Mi madre está viva, es psicoanalista. Humm, supongo que desde el principio ella fue muy exigente y quería que yo fuera alguien inteligente... Creo que ya se resignó a su fracaso.
¿Cómo fue crecer entre dos psicoanalistas, te analizaban continuamente o guardaban la espontaneidad del hogar?
Eran gente normal pese a lo que uno podría pensar cuando los ve. Mi madre nunca me habló del complejo de Edipo.
¿Las drogas fueron o son un ideal de libertad para ti?
Hace mucho que no tomo drogas, me fumo un porro muy de vez en cuando. Pero no me interesan, en una época probé bastante cocaína, pero es una droga odiosa, que te da una idea capitalista de compre ahora y pague en cuotas, a plazos.

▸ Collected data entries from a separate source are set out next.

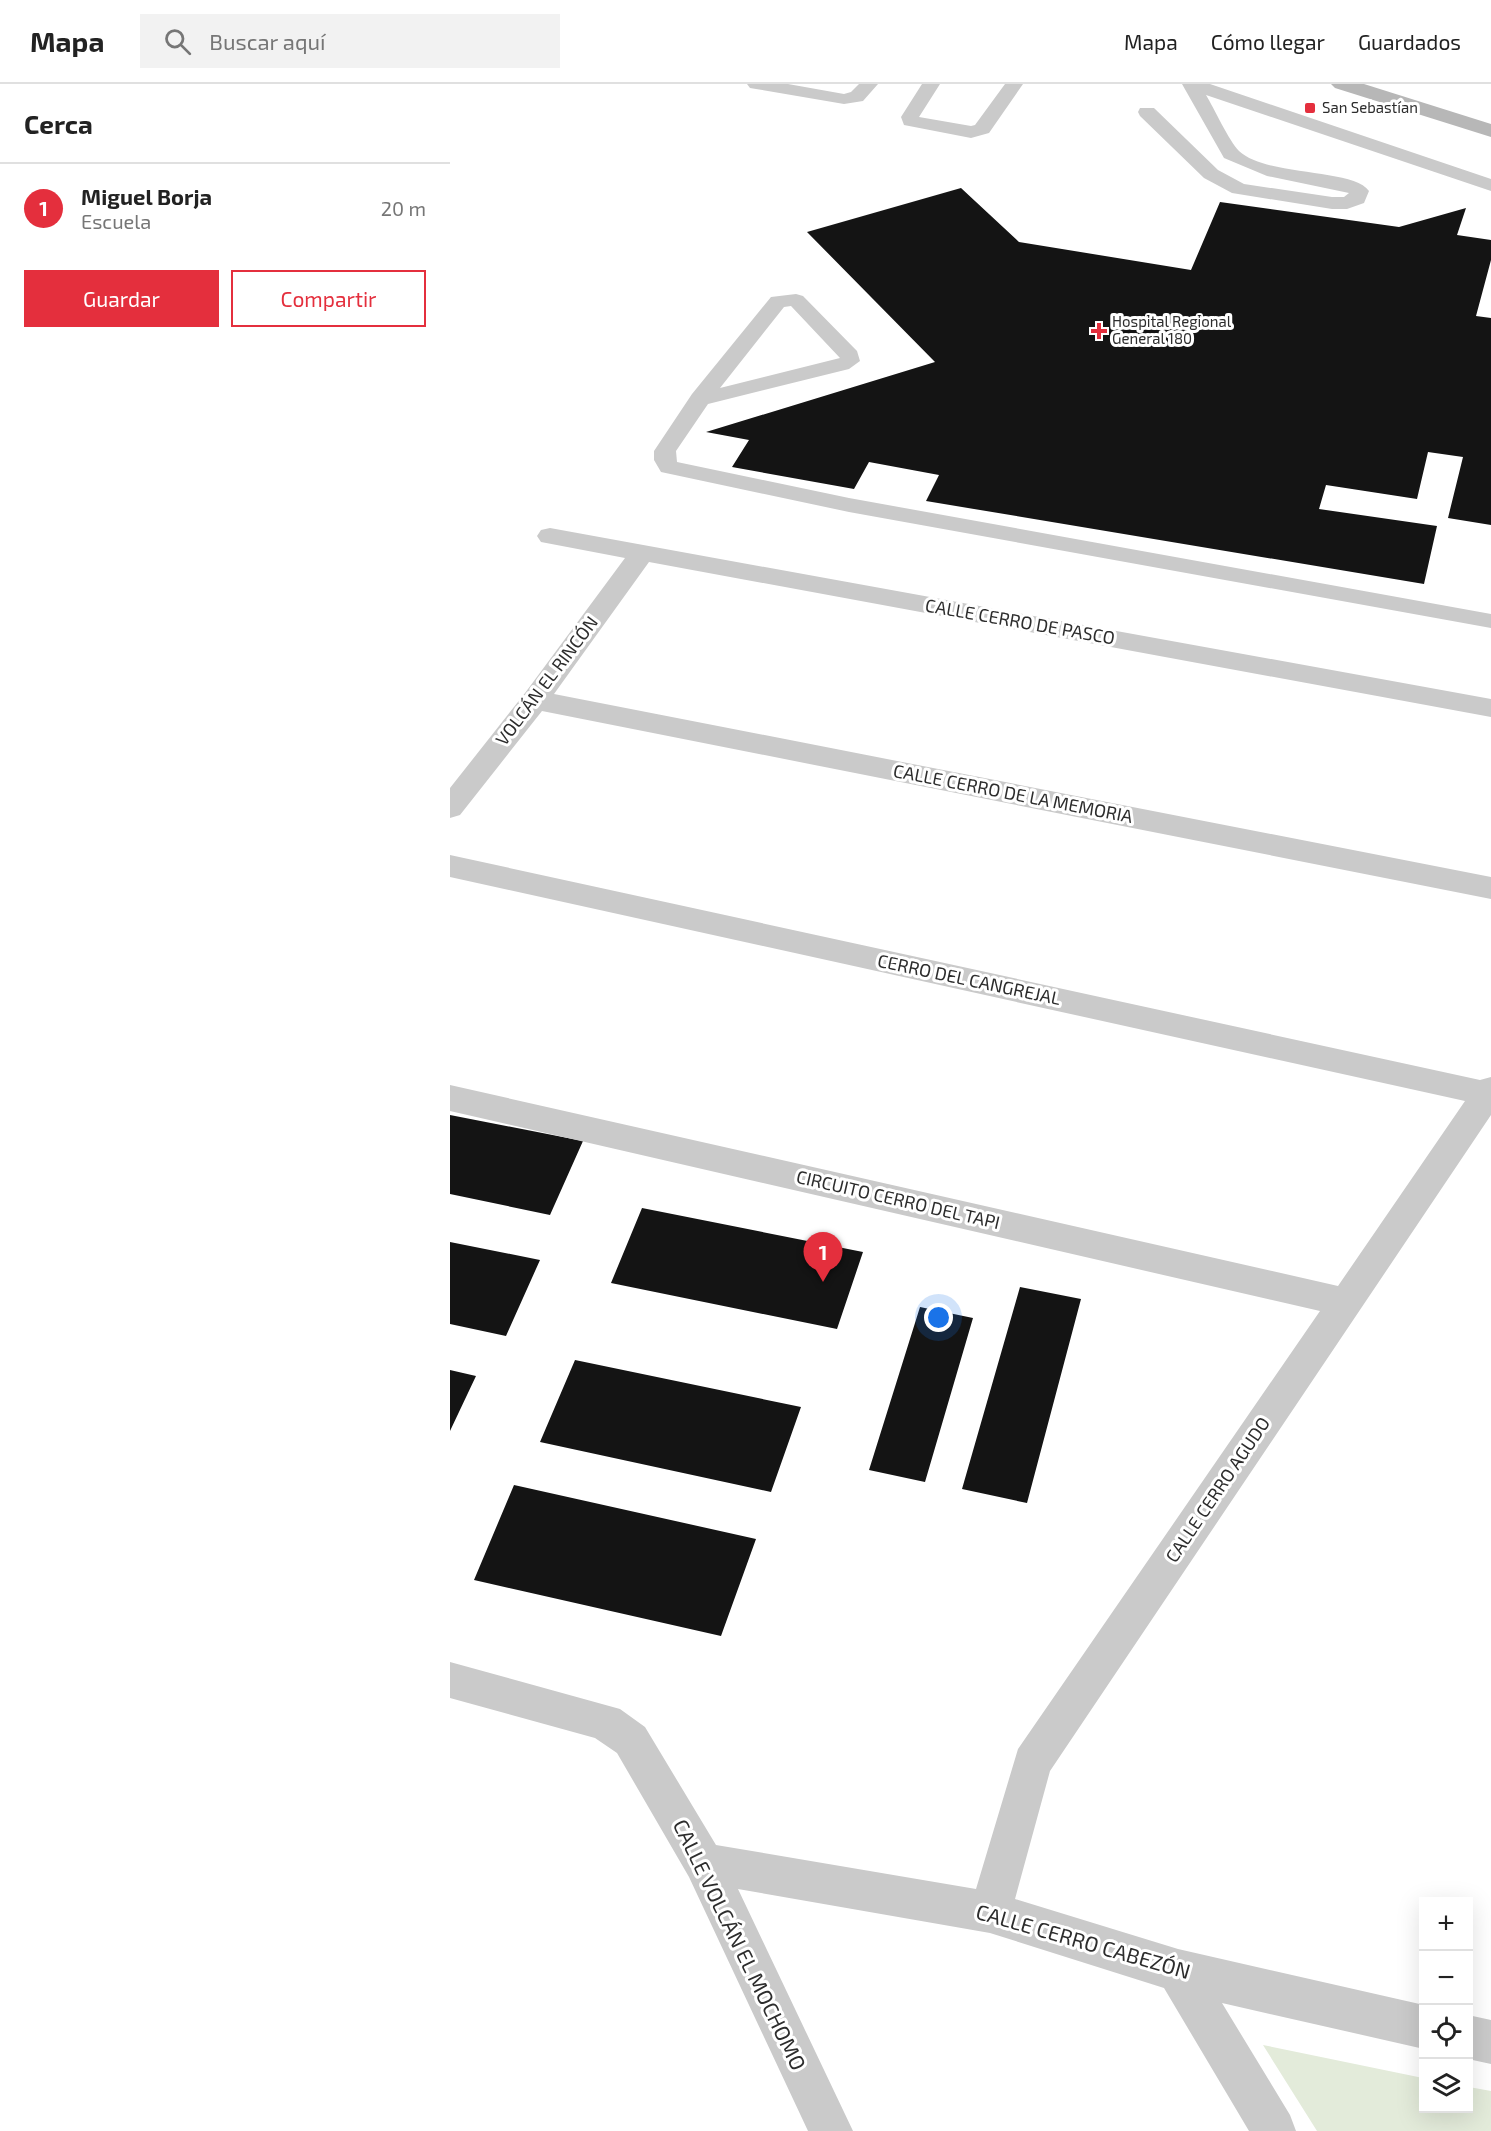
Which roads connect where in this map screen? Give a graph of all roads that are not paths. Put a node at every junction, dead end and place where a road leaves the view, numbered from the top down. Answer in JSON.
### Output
{"nodes":[{"id":1,"x":756,"y":84,"type":"edge"},
{"id":2,"x":869,"y":84,"type":"edge"},
{"id":3,"x":931,"y":84,"type":"edge"},
{"id":4,"x":1014,"y":84,"type":"edge"},
{"id":5,"x":1192,"y":84,"type":"edge"},
{"id":6,"x":1342,"y":84,"type":"edge"},
{"id":7,"x":1147,"y":112,"type":"dead end"},
{"id":8,"x":1491,"y":131,"type":"edge"},
{"id":9,"x":1491,"y":185,"type":"edge"},
{"id":10,"x":700,"y":399,"type":"junction"},
{"id":11,"x":550,"y":536,"type":"dead end"},
{"id":12,"x":642,"y":553,"type":"junction"},
{"id":13,"x":1491,"y":621,"type":"edge"},
{"id":14,"x":535,"y":700,"type":"junction"},
{"id":15,"x":1491,"y":708,"type":"edge"},
{"id":16,"x":450,"y":808,"type":"edge"},
{"id":17,"x":450,"y":866,"type":"edge"},
{"id":18,"x":1491,"y":888,"type":"edge"},
{"id":19,"x":1490,"y":1091,"type":"edge"},
{"id":20,"x":450,"y":1098,"type":"edge"},
{"id":21,"x":1346,"y":1302,"type":"junction"},
{"id":22,"x":450,"y":1680,"type":"edge"},
{"id":23,"x":704,"y":1863,"type":"junction"},
{"id":24,"x":990,"y":1912,"type":"junction"},
{"id":25,"x":1178,"y":1971,"type":"junction"},
{"id":26,"x":1419,"y":2026,"type":"edge"},
{"id":27,"x":1473,"y":2038,"type":"edge"},
{"id":28,"x":1491,"y":2042,"type":"edge"},
{"id":29,"x":831,"y":2131,"type":"edge"},
{"id":30,"x":1274,"y":2131,"type":"edge"}],
"edges":[{"from":1,"to":2,"type":"lane"},
{"from":3,"to":4,"type":"lane"},
{"from":5,"to":7,"type":"lane"},
{"from":5,"to":9,"type":"lane"},
{"from":6,"to":8,"type":"main road"},
{"from":10,"to":10,"type":"lane"},
{"from":10,"to":13,"type":"lane"},
{"from":11,"to":12,"type":"street","name":"CALLE CERRO DE PASCO"},
{"from":12,"to":14,"type":"street","name":"VOLCÁN EL RINCÓN"},
{"from":12,"to":15,"type":"street","name":"CALLE CERRO DE PASCO"},
{"from":14,"to":16,"type":"street","name":"VOLCÁN EL RINCÓN"},
{"from":14,"to":18,"type":"street","name":"CALLE CERRO DE LA MEMORIA"},
{"from":17,"to":19,"type":"street","name":"CERRO DEL CANGREJAL"},
{"from":19,"to":21,"type":"street","name":"CALLE CERRO AGUDO"},
{"from":20,"to":21,"type":"street","name":"CIRCUITO CERRO DEL TAPI"},
{"from":21,"to":24,"type":"street","name":"CALLE CERRO AGUDO"},
{"from":22,"to":23,"type":"street","name":"CALLE VOLCÁN EL MOCHOMO"},
{"from":23,"to":24,"type":"street","name":"CALLE CERRO CABEZÓN"},
{"from":23,"to":29,"type":"street","name":"CALLE VOLCÁN EL MOCHOMO"},
{"from":24,"to":25,"type":"street","name":"CALLE CERRO CABEZÓN"},
{"from":25,"to":26,"type":"street","name":"CALLE CERRO CABEZÓN"},
{"from":25,"to":30,"type":"street"},
{"from":27,"to":28,"type":"street"}]}
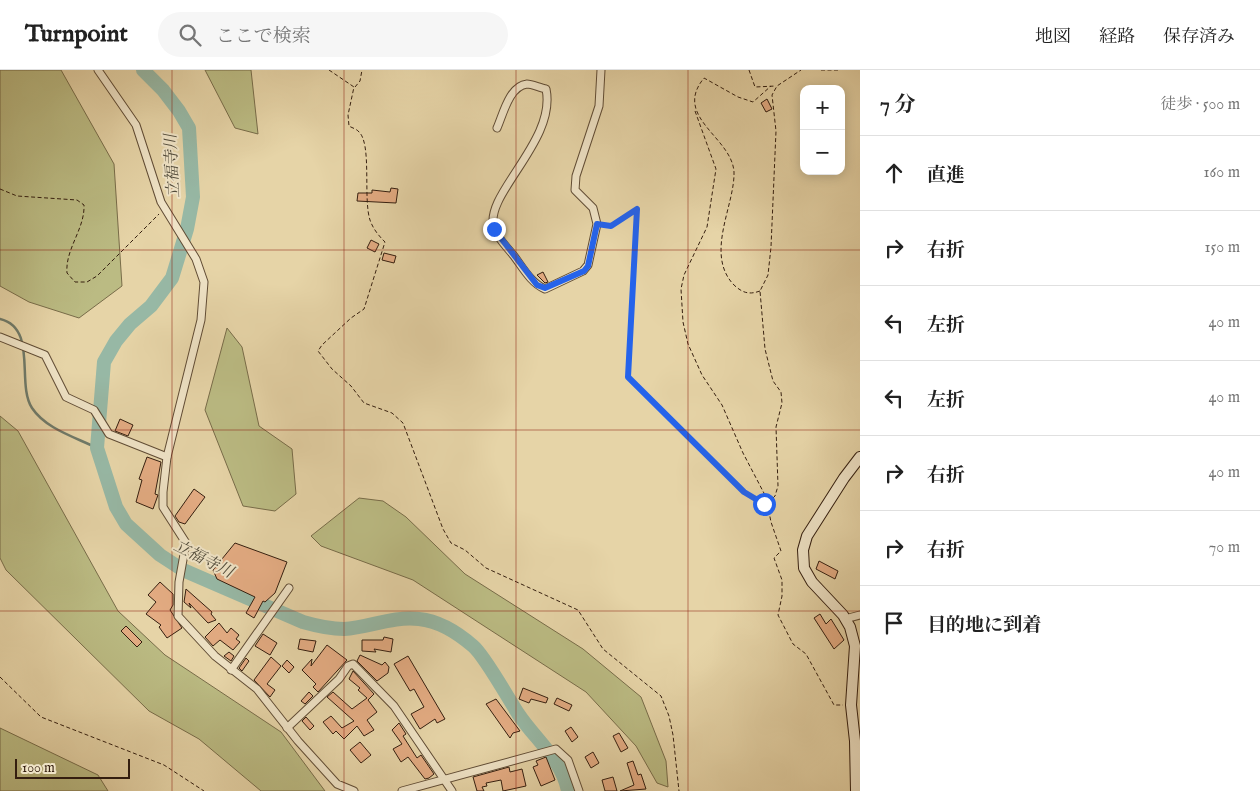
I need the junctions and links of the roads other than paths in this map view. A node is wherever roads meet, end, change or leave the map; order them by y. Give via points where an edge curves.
1 (98, 70) edge
2 (601, 70) edge
3 (498, 128) dead end
4 (0, 337) edge
5 (167, 457) junction
6 (860, 457) edge
7 (289, 588) dead end
8 (860, 615) edge
9 (845, 619) junction
10 (231, 670) junction
11 (287, 728) junction
12 (858, 776) edge
13 (446, 780) junction
14 (350, 790) edge
15 (402, 791) edge
16 (452, 791) edge
17 (579, 791) edge
18 (856, 791) edge

1 - 5 street via 136,125 161,202 196,260 204,282 201,320
2 - 3 street via 599,106 576,176 575,190 593,208 597,224 588,266 584,271 545,288 537,285 494,229 493,220 503,191 534,145 546,114 546,90 528,84 518,87 510,97
4 - 5 street via 45,356 66,397 94,410 109,434
5 - 10 street via 163,507 184,537 178,616 198,640
6 - 9 main road via 807,536 803,550 804,568 812,582
7 - 10 street
8 - 9 street
9 - 12 main road via 855,646 851,705
10 - 11 street via 256,689
11 - 13 street via 353,664 394,706
11 - 14 street via 337,784
12 - 18 main road
13 - 15 street
13 - 16 street
13 - 17 street via 556,749 568,760

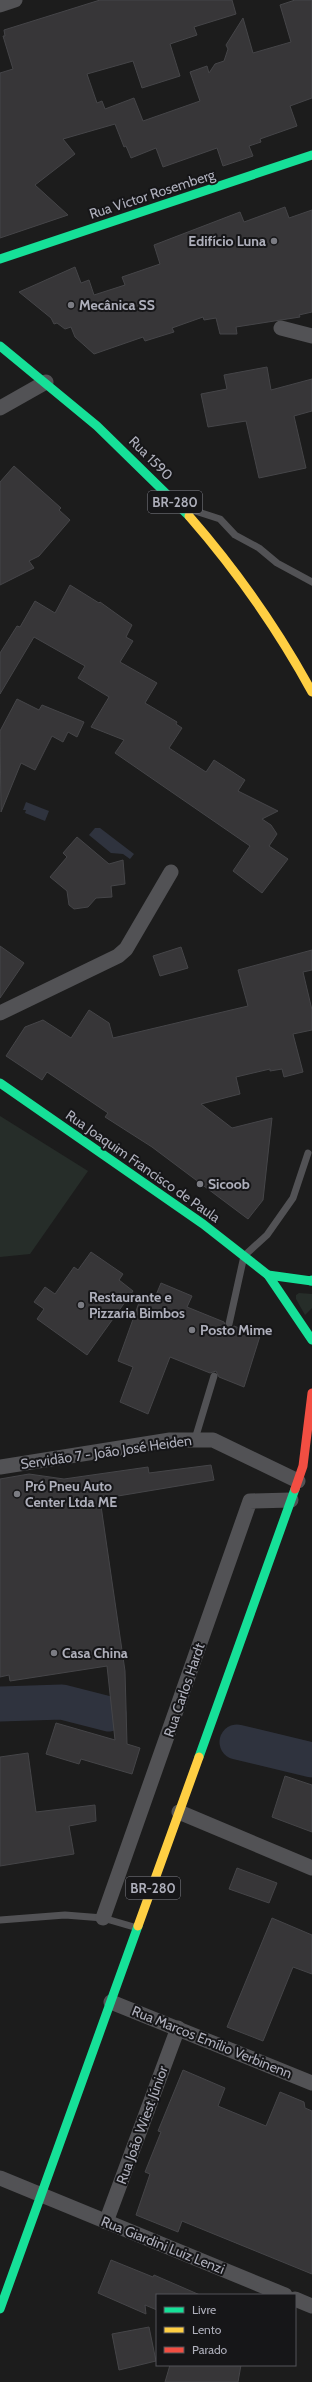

Pasando a la literatura. ¿No has sido parricida con Vargas Llosa, tú cuentas que aprendiste de él con "Conversación en la Catedral" y "La Casa Verde", pero que después ha escrito "una buena mierda"?
Vargas Llosa me dio una entrevista y la titulé "El escribidior", porque era súper Christian Dior. Fue una entrevista mala, fallida. Él no tenía ganas de hacer ningún esfuerzo.
De García Márquez declaraste tu antipatía porque "ha inventado un continente lleno de monos y palmeras". Y que Borges te parece más revolucionario...
He dicho cosas duras, y es lamentable porque formo parte de una institución que él preside. No lo conozco. "Cien años de soledad" es un libro del carajo como texto. Lo que me molesta es esa idea de América Latina acorde con la visión que tienen los países centrales: un lugar maravilloso, lleno de mujeres voladoras y cacatúas que hablan. Es mucho más conservador. Borges era un derechista, pero hace una literatura revolucionaria porque retoma las certezas europeas, las combina, pone en crisis y produce que el pensamiento hegemónico tenga que haber cambios a partir de lo que él repensó.
Existe la idea gruesa de dividir a los escritores de acuerdo con quienes están más cerca de Ernest Hemingway: el aventurero, cazador, viajero o de William Faulkner: el experimentador del lenguaje. Tú eres un intermedio...
Yo detesto a Hemingway, me parece un idiota que nunca entendió nada de toros. Yo publiqué justamente en El Comercio hace 15 años una crónica taurina, en la que digo que él es un cabeza dura que convenció a millones de millones de rubias que los toros son una cuestión de huevos, de coraje y de fuerza cuando lo que importa es el arte, la estética, la coreografía.
Schopenhauer decía que no puede ser una buena persona alguien que disfruta con el sufrimiento de un animal.
He visto muchas corridas de toros y nunca disfruté con el sufrimiento de un animal. Yo disfruté con la belleza de ciertos movimientos, de ciertas danzas.
Sé que tienes una superstición: tocarte el testículo izquierdo para atraer la buena suerte. Y la superstición roza lo metafísico... ¿No será que en el fondo, tu ácrata interior sí cree en algo superior?
Ja ja ja, que sea ateo no quiere decir que no sea supersticioso, es una de mis innumerables contradicciones. A quién le estoy pidiendo esto que estoy pidiendo tocándome el testículo izquierdo, por supuesto que no tengo ninguna respuesta. Y sí, la superstición es como el sentimiento primitivo al que milenios de pretensión cultural convirtieron en metafísica. Pero yo siempre seré un bárbaro primitivo.